### Record set:
____

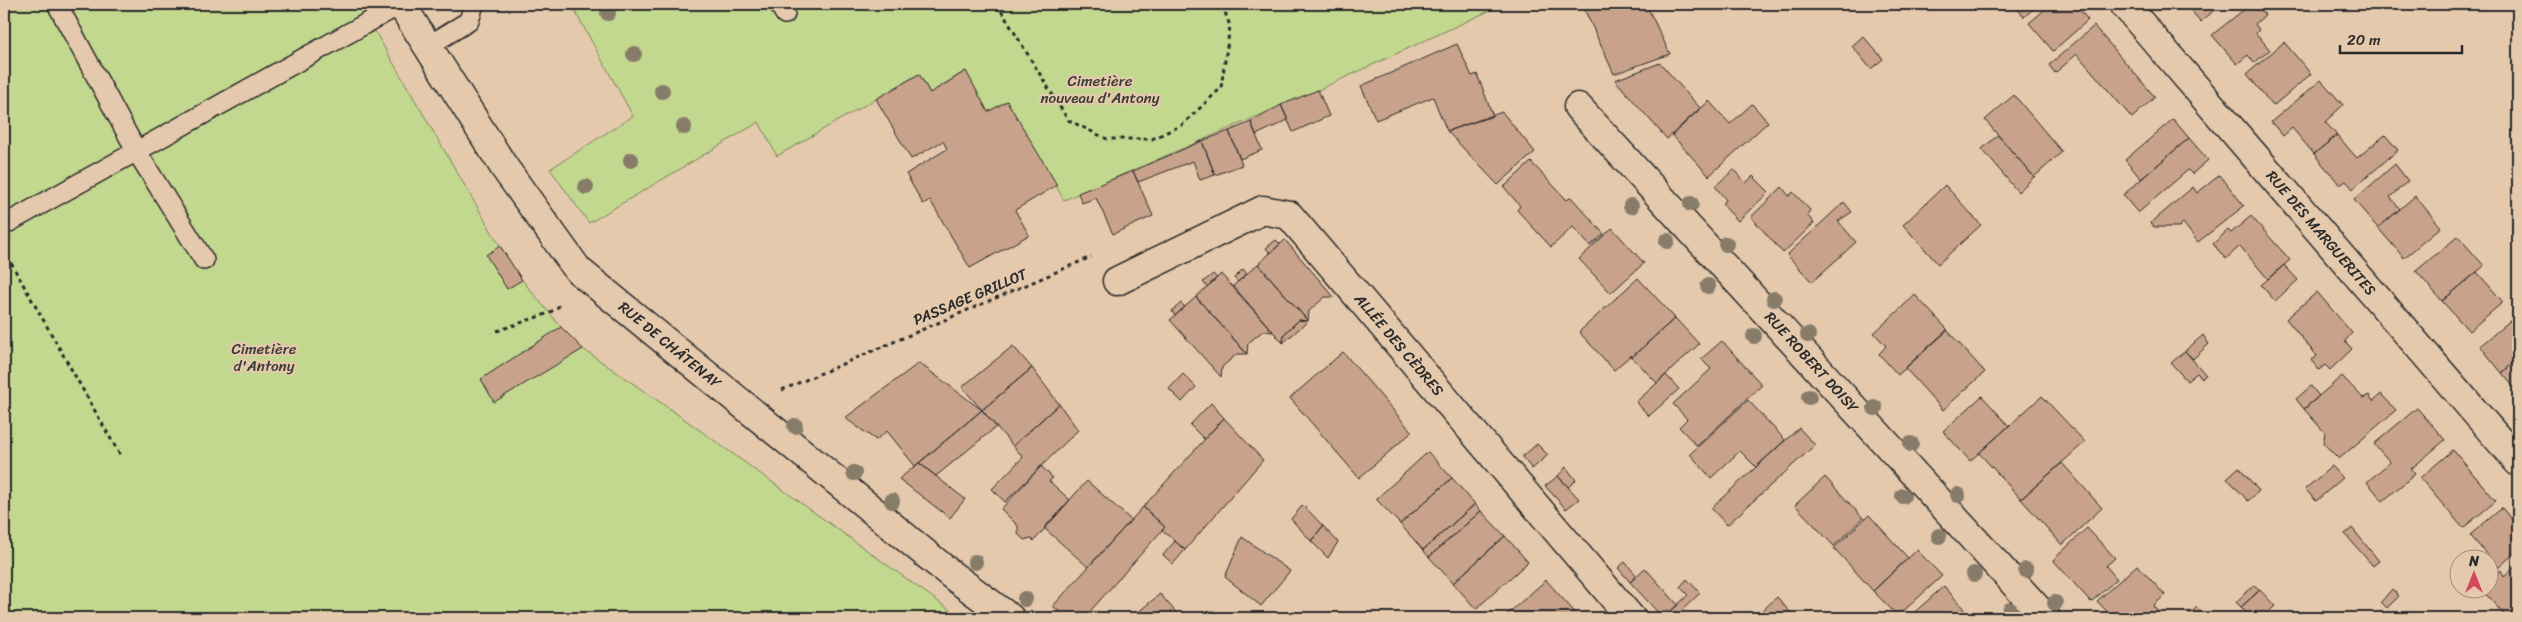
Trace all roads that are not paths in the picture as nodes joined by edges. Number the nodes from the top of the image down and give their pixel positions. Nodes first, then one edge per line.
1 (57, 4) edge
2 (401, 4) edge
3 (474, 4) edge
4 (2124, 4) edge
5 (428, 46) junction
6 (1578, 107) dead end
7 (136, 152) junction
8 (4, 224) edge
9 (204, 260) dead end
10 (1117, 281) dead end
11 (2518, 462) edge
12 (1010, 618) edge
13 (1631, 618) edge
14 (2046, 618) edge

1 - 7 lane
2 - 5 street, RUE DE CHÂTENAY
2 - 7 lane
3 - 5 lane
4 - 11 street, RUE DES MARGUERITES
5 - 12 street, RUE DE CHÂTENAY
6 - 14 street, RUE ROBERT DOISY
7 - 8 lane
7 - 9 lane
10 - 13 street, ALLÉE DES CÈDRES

____

### Activity:
Repeat the data word for word. Images are not part of the copy.

### Expected answer:
Trace all roads that are not paths in the picture as nodes joined by edges. Number the nodes from the top of the image down and give their pixel positions. Nodes first, then one edge per line.
1 (57, 4) edge
2 (401, 4) edge
3 (474, 4) edge
4 (2124, 4) edge
5 (428, 46) junction
6 (1578, 107) dead end
7 (136, 152) junction
8 (4, 224) edge
9 (204, 260) dead end
10 (1117, 281) dead end
11 (2518, 462) edge
12 (1010, 618) edge
13 (1631, 618) edge
14 (2046, 618) edge

1 - 7 lane
2 - 5 street, RUE DE CHÂTENAY
2 - 7 lane
3 - 5 lane
4 - 11 street, RUE DES MARGUERITES
5 - 12 street, RUE DE CHÂTENAY
6 - 14 street, RUE ROBERT DOISY
7 - 8 lane
7 - 9 lane
10 - 13 street, ALLÉE DES CÈDRES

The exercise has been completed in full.